+++ THE DATA +++
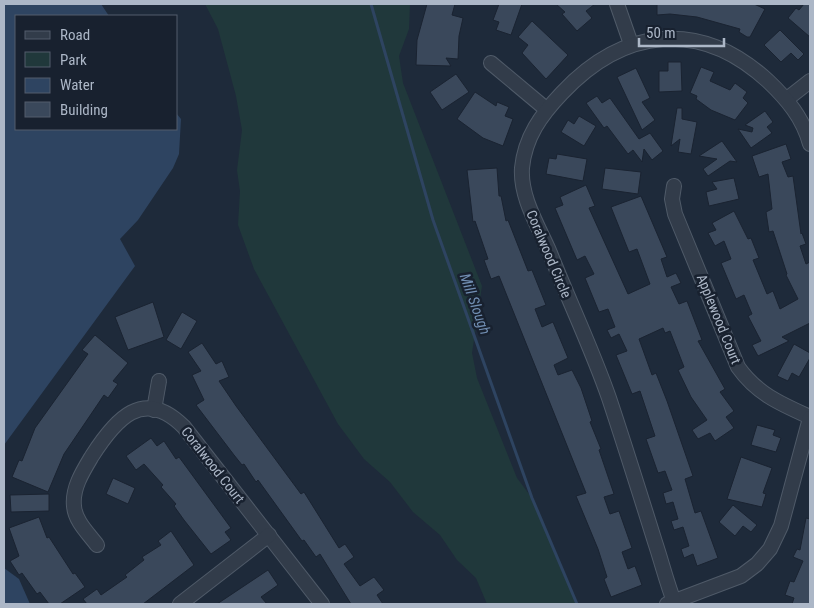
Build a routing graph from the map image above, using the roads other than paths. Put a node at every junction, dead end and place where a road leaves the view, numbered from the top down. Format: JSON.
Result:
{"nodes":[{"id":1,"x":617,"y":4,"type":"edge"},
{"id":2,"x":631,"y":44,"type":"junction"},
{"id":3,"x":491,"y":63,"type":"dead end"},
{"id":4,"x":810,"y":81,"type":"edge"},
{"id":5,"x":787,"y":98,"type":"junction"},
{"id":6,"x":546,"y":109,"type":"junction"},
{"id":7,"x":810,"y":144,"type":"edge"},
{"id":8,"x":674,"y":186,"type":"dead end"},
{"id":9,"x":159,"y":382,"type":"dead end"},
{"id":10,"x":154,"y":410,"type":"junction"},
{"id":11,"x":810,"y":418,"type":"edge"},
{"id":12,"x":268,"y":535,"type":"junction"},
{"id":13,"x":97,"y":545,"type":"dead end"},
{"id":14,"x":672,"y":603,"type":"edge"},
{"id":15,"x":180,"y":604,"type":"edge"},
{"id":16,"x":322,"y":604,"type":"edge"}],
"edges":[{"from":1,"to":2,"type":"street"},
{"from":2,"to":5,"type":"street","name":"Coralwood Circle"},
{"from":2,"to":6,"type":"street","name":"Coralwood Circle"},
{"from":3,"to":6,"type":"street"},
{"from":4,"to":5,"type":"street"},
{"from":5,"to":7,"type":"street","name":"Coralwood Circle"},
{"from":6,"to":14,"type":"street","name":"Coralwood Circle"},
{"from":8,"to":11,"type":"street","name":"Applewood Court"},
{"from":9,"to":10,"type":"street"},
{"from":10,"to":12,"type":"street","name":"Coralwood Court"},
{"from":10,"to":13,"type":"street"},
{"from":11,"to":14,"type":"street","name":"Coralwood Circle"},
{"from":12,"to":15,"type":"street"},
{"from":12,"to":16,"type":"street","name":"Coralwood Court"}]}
+++
+++ THE DATA +++
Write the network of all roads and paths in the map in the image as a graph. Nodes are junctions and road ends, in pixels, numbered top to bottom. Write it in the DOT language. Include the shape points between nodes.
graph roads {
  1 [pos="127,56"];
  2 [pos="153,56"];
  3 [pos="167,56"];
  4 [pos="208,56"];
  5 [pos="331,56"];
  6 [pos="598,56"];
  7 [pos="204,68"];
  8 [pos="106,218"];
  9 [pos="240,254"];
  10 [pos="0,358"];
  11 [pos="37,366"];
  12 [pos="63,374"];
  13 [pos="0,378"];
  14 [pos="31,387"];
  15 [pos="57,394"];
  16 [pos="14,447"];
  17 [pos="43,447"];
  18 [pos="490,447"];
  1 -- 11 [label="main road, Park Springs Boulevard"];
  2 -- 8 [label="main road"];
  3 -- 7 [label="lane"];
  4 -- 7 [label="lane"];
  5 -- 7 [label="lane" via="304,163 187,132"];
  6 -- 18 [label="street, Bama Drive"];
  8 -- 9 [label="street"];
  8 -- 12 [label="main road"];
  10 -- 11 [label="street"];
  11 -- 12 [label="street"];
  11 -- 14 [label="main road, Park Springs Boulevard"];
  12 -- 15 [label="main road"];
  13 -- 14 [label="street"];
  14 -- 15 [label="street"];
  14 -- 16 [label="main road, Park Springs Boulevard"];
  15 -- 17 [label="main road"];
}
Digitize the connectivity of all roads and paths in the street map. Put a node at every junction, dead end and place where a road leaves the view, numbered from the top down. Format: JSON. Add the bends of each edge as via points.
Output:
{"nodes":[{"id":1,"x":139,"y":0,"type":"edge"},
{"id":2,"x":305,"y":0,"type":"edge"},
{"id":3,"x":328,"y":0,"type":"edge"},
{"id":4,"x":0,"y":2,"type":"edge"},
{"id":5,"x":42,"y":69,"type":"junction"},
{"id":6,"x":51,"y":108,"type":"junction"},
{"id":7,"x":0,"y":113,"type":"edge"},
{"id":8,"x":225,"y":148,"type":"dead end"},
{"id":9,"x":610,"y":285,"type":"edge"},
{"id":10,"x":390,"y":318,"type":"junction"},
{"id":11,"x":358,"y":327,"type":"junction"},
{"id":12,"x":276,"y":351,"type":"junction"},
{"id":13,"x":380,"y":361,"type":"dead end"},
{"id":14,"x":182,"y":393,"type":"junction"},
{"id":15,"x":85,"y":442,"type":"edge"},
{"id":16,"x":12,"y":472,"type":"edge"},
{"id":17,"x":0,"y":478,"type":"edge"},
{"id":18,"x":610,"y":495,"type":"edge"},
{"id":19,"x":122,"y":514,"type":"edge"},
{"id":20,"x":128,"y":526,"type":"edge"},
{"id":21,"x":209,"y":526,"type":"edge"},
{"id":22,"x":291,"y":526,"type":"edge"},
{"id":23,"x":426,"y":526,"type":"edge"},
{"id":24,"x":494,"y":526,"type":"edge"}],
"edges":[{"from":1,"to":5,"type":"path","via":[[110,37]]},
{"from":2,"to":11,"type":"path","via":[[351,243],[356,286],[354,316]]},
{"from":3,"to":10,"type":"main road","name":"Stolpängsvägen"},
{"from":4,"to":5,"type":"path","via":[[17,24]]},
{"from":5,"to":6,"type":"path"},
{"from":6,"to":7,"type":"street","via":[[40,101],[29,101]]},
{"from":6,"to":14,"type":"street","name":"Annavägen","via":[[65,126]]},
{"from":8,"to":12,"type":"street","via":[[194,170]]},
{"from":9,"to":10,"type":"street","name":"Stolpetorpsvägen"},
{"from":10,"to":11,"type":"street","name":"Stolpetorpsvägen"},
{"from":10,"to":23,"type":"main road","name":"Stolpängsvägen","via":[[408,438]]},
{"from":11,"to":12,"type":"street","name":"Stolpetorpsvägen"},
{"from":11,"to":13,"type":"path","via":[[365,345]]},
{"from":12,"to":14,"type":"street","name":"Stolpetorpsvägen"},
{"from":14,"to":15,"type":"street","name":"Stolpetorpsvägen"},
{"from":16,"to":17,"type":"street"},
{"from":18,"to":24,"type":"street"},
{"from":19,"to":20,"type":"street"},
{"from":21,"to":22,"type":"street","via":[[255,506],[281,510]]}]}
+++
+++ THE DATA +++
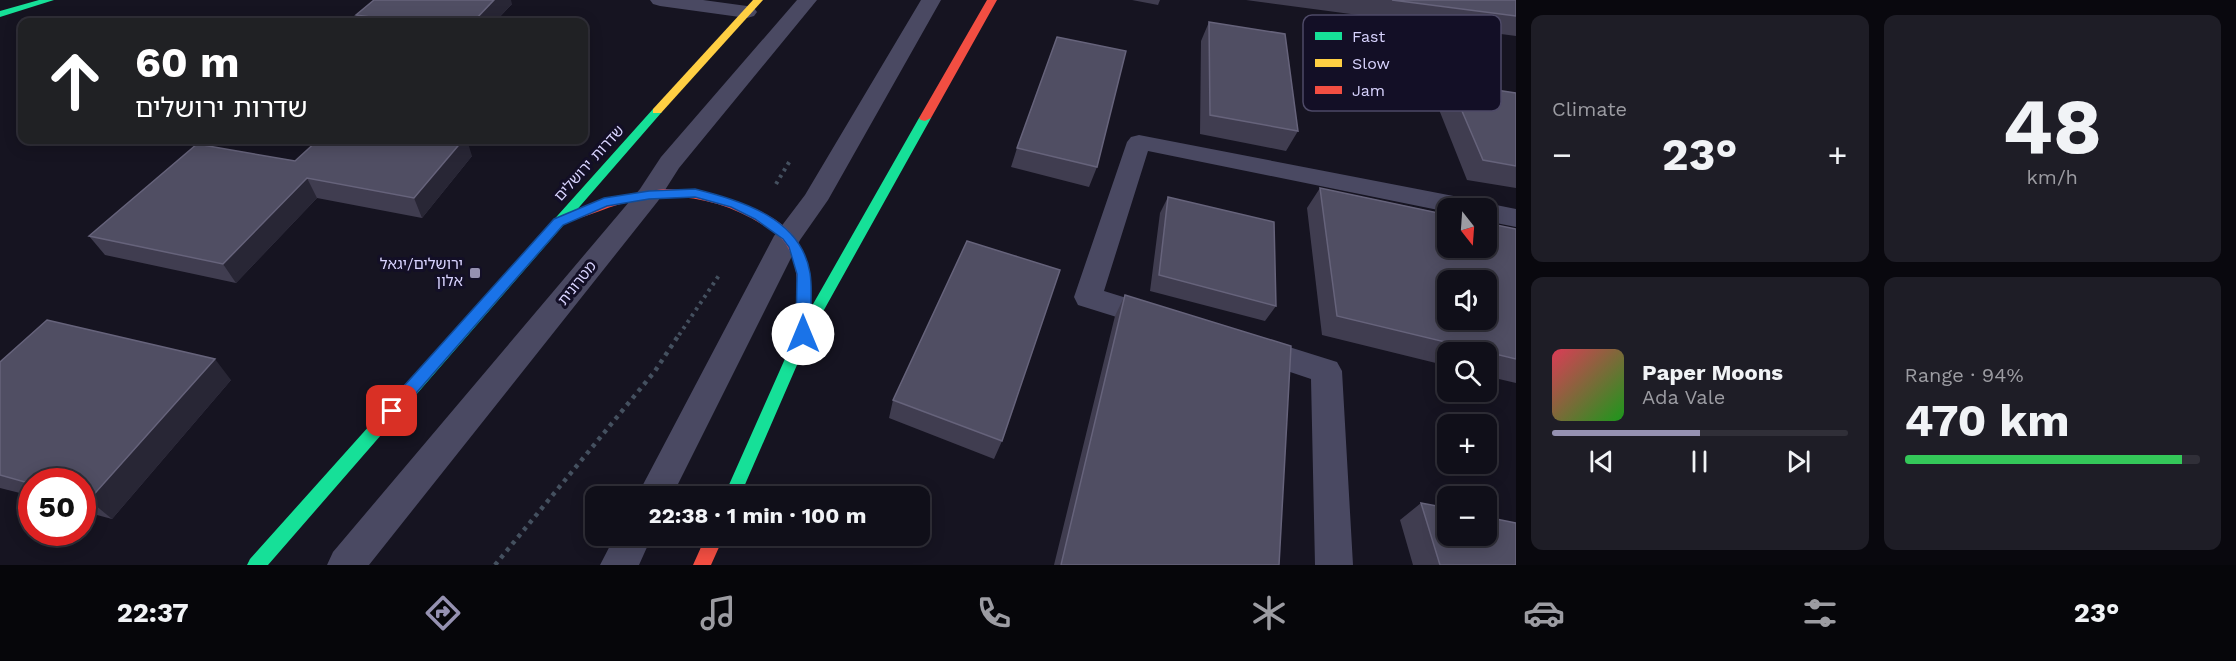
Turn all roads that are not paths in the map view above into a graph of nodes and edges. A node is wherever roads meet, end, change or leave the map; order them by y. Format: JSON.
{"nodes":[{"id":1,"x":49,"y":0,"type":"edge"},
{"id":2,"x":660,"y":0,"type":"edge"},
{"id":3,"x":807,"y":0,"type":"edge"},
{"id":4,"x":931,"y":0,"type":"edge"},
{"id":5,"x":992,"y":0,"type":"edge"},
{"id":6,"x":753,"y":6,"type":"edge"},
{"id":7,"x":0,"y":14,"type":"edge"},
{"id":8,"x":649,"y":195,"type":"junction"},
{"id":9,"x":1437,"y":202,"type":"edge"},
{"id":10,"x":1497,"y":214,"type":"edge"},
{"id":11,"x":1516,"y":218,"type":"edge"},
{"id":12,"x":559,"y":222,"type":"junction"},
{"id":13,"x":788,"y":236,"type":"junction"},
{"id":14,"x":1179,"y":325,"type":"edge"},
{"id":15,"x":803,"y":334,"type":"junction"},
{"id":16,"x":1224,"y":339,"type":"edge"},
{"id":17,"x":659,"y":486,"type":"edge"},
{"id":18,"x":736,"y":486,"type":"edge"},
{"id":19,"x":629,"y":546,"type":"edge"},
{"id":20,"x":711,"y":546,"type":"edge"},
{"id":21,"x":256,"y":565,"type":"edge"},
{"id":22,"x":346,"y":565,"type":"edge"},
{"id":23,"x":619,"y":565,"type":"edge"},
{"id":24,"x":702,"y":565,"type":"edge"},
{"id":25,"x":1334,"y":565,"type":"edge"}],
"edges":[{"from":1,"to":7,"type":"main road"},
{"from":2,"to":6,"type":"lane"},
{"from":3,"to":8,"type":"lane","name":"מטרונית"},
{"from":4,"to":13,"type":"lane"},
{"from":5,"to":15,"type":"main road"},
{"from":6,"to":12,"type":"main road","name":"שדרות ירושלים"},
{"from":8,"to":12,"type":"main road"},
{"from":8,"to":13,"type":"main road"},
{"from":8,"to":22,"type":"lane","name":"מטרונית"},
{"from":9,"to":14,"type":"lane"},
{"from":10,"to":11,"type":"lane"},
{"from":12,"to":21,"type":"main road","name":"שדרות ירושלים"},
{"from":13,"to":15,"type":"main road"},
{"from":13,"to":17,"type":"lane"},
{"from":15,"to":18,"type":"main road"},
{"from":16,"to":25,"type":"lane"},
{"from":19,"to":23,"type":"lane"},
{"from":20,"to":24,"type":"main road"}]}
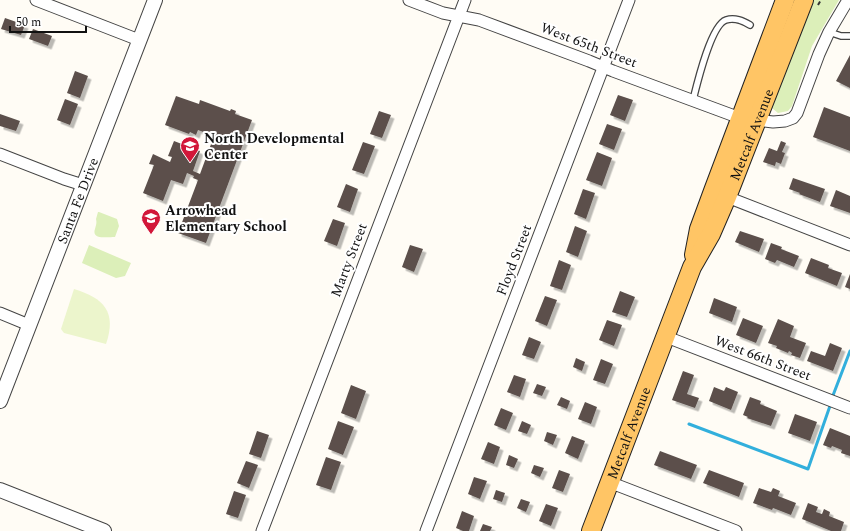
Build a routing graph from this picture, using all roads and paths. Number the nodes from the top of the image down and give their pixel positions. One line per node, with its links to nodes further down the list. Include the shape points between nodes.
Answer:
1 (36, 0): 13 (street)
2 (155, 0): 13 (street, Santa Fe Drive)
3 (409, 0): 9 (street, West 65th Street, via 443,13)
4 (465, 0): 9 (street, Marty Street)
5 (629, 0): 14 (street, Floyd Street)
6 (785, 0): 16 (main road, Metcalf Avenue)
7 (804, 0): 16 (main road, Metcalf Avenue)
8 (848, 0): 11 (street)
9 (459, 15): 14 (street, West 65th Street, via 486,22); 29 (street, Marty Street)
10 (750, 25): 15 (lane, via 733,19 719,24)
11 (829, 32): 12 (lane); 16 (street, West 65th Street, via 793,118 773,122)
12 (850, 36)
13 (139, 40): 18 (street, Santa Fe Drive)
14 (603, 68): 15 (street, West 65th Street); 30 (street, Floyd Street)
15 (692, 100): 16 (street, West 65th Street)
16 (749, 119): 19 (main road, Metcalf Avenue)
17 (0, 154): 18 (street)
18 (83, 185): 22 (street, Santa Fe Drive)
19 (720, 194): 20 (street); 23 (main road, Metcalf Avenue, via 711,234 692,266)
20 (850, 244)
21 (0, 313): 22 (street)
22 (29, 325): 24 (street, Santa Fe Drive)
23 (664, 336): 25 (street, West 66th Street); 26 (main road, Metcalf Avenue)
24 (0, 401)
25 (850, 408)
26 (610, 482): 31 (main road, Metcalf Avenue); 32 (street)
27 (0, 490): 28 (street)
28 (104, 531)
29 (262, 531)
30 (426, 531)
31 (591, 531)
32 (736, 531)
+++
▸ **WORK REQUIRED**: Wherever the word "graph" occurs in the data, copy that whole line.

▸ **RESULT**:
Build a routing graph from the map image above, using the roads other than paths. Put a node at every junction, dead end and place where a road leaves the view, numbered from the top down. Format: JSON.
Write the network of all roads and paths in the map in the image as a graph. Nodes are junctions and road ends, in pixels, numbered top to bottom. Write it in the DOT language. Include the shape points between nodes.
graph roads {
Turn all roads that are not paths in the map view above into a graph of nodes and edges. A node is wherever roads meet, end, change or leave the map; order them by y. Format: JSON.
Build a routing graph from this picture, using all roads and paths. Number the nodes from the top of the image down and give their pixel positions. One line per node, with its links to nodes further down the list. Include the shape points between nodes.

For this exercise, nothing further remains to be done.